As for the "fix". Following Lisa's instructions, I purchased Stellar OST to PST Converter. Made a copy of the OST file from my backup and ran the converter on that to get a PST file. Moved the PST to the customer's machine, and then had Lisa remote in to the customer's machine while I watched. She played with it for a little while and eventually ended up making a separate PST file that just had the Contacts, and connected that to existing Outlook configuration. That got Contacts working

As for the autocomplete, the files used for this did get transferred to the new SSD, but somehow Outlook was not finding them. At this point I'm not sure exactly what she did, but she got it working. Perhaps Lisa @callthatgirl can contribute if she has the time.

After all this, I had about 2.5 hours of non-billable time invested, I was out $80 for the converter software, plus a significant rise in blood pressure. Any future Outlook issues will immediately be referred to Lisa. Not worth the aggravation for me (I only deal with Outlook about twice a year, so spending hours and hours learning it's intricacies is a waste of time for me.)

Yeah, should be easy to verify if the HDD is still available.

The old (failing) HD was returned to the customer. Assuming I still had it, how could this be checked?


So, now that you guys have some additional background, I'd like to return to my original intent of this thread:

1) Any idea how / why this could have happened? I ran both an 'sfc /scannow' and 'chkdsk' after the transfer with no issues.

2) Any suggestions on how to prevent this from happening again? e.g.: should i do a clean boot before running the migration tool?

Mahalo for your assistance

Harry Z
 
since you still had old hard drive all you had to do was export them and then import into new system.
This is why I always use Acronis, if you find something that's easy and always works stick with it
 
since you still had old hard drive all you had to do was export them and then import into new system.
This is why I always use Acronis, if you find something that's easy and always works stick with it

I did not have the old hard drive. It was returned to the customer when he picked up his PC. I did have a full disk backup created with Drive Snapshot and I was able to retrieve the OST from that. But, having just the OST file itself was kinda useless without a working install of Outlook to open it with.

I have never had this problem before using the Samsung drive copy utility.

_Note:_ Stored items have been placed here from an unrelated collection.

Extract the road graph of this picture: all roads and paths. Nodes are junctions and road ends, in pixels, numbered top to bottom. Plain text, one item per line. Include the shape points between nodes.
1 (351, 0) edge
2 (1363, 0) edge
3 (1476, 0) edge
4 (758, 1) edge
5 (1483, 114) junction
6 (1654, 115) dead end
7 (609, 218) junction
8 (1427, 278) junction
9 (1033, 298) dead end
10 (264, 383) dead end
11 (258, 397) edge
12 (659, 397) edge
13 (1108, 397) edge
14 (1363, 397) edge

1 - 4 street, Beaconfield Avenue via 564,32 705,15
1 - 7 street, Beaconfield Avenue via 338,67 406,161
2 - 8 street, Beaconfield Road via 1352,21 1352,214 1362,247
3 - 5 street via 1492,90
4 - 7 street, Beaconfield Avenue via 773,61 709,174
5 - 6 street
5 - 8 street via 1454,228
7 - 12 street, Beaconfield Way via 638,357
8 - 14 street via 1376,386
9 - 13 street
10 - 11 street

Of course, I'm not sure how many of the customers that I've done the SSD upgrade for use Outlook, either.

Harry Z
 
Sorry did not read all posts
I did try Samsung drive copy utility once it looked like it was going to take a day or more so switched to Acronis since I was on site
 
The old (failing) HD was returned to the customer. Assuming I still had it, how could this be checked?
Just put it back in the computer in place of the SSD. If a customer told me there was anything different after a clone/image to SSD this is the first thing I'd to do demonstrate in front of them whether the problem was pre-existing.
 
Just put it back in the computer in place of the SSD. If a customer told me there was anything different after a clone/image to SSD this is the first thing I'd to do demonstrate in front of them whether the problem was pre-existing.
Especially if they were expecting me to fix it for free.
 
Just put it back in the computer in place of the SSD. If a customer told me there was anything different after a clone/image to SSD this is the first thing I'd to do demonstrate in front of them whether the problem was pre-existing.

Well in today's environment, this would entail another interaction with someone outside my household. Trying to keep this to a minimum....
 
As you all know some laptops you have to tear the whole damn thing apart to swap drives. Others take about a minute.